╭──

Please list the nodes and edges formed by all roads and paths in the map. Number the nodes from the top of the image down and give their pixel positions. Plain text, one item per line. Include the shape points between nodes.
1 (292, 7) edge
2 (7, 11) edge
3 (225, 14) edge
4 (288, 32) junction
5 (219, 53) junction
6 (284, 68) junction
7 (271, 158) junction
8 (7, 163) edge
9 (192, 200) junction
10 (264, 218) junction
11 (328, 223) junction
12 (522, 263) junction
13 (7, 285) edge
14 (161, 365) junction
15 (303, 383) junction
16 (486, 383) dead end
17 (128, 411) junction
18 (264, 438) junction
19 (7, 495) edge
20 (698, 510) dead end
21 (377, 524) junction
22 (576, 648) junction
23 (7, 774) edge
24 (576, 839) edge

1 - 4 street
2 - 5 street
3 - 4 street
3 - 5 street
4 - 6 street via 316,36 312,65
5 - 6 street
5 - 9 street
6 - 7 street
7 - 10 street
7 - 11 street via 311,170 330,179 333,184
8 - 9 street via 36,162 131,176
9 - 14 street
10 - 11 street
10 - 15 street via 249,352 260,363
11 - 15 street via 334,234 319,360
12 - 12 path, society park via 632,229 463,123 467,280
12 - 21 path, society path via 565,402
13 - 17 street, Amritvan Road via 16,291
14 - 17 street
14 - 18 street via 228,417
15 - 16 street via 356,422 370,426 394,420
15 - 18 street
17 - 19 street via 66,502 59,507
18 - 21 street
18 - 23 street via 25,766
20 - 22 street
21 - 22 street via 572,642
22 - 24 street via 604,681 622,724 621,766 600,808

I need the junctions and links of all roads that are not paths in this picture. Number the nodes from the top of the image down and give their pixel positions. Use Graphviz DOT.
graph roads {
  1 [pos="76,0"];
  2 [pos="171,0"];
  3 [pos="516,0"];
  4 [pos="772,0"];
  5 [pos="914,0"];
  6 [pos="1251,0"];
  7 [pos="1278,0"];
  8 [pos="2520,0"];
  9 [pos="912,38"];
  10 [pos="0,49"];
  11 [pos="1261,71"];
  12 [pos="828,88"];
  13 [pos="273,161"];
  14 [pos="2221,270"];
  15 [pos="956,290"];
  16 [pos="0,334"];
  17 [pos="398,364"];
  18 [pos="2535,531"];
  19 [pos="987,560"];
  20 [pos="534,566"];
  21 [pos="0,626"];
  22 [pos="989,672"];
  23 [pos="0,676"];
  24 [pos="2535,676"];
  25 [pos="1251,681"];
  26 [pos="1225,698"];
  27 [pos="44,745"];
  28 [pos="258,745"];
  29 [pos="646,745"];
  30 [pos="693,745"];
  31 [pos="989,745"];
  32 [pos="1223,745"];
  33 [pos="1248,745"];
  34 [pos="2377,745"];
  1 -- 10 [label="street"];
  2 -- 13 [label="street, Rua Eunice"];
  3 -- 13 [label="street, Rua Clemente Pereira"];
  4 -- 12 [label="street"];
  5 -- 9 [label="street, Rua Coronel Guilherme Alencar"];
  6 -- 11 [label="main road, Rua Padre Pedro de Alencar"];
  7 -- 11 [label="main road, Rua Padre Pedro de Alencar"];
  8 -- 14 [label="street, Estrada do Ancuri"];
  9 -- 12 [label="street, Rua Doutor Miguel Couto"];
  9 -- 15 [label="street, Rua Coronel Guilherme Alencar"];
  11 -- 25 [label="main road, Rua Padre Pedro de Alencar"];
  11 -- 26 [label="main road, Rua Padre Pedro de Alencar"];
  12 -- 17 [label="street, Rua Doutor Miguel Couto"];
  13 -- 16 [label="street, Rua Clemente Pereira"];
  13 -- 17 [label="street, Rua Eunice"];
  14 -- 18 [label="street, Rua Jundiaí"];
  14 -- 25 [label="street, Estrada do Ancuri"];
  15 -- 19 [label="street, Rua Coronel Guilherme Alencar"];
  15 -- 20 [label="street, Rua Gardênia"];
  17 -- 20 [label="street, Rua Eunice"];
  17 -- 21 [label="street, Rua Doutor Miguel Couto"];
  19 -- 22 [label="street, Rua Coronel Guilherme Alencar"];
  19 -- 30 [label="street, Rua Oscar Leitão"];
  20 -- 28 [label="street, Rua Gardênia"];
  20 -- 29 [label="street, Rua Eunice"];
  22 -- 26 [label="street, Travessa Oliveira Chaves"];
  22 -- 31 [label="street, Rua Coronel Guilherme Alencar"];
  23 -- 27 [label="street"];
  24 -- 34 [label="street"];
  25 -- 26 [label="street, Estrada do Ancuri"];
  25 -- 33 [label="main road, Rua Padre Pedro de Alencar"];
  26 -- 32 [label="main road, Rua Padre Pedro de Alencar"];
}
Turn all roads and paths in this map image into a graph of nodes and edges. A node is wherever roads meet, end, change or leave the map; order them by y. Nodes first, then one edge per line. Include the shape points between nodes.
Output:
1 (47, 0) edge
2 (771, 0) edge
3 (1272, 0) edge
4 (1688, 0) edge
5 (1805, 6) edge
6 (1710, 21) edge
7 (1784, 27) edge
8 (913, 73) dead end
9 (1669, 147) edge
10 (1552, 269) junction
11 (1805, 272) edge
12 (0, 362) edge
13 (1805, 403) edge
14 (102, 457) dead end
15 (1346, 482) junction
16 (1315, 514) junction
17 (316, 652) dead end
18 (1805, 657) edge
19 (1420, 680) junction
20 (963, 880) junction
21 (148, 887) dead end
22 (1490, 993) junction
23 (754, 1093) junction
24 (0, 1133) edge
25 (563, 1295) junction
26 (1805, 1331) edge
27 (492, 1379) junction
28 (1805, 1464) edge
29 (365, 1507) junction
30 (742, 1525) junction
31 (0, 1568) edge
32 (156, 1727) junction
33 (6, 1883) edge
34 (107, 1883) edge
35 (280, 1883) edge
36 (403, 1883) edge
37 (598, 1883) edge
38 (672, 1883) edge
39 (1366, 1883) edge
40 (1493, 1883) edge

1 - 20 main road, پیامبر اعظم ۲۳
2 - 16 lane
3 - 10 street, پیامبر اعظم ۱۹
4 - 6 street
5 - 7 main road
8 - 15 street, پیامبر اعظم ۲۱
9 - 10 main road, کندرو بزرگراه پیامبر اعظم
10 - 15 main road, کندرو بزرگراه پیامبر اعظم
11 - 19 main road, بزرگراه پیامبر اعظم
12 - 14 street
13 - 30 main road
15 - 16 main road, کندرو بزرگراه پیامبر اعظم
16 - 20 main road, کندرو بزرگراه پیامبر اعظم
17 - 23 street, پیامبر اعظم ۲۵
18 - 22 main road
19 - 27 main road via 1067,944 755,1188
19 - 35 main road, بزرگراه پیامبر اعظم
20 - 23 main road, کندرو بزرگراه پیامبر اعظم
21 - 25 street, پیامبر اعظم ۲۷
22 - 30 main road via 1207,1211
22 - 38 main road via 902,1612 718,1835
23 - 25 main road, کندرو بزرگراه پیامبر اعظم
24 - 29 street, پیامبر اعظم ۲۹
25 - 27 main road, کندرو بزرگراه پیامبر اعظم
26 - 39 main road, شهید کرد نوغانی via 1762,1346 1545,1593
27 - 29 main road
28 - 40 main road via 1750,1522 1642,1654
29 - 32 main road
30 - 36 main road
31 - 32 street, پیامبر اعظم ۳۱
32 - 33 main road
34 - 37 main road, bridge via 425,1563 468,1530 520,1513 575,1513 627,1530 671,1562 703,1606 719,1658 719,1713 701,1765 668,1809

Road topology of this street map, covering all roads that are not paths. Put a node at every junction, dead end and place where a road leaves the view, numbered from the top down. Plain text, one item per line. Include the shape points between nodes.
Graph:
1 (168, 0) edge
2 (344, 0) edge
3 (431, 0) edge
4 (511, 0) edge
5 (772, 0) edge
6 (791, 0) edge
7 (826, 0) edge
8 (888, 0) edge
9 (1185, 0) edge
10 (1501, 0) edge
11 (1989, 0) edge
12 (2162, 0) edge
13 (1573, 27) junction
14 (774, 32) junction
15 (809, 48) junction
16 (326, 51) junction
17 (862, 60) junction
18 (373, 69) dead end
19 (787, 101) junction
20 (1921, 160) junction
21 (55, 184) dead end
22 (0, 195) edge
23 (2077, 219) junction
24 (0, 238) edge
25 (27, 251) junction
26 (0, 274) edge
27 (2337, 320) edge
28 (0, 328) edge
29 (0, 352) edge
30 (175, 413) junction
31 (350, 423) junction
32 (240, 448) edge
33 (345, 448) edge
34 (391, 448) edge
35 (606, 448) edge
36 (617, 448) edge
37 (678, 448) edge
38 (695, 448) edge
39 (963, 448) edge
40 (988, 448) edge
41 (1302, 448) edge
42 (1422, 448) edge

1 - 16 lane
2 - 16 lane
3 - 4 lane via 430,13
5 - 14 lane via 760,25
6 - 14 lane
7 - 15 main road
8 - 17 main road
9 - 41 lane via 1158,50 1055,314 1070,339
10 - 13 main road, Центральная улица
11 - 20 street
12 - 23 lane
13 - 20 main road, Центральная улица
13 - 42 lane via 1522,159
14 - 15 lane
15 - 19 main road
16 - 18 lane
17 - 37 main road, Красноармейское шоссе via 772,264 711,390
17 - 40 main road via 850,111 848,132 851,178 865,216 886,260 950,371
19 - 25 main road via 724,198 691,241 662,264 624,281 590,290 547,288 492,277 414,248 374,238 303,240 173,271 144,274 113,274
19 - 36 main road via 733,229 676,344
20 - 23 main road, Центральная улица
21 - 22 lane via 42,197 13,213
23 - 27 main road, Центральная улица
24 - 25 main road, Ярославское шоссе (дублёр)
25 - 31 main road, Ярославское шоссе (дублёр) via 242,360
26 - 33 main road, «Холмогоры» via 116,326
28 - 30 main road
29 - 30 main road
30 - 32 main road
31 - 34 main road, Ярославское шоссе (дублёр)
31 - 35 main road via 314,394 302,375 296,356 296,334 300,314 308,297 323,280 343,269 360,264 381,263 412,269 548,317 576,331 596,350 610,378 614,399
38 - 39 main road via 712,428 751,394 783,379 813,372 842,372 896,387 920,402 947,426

╰──

What is required - Please list every line of the records that contains "Plain".

Response for this exercise -
Please list the nodes and edges formed by all roads and paths in the map. Number the nodes from the top of the image down and give their pixel positions. Plain text, one item per line. Include the shape points between nodes.
Road topology of this street map, covering all roads that are not paths. Put a node at every junction, dead end and place where a road leaves the view, numbered from the top down. Plain text, one item per line. Include the shape points between nodes.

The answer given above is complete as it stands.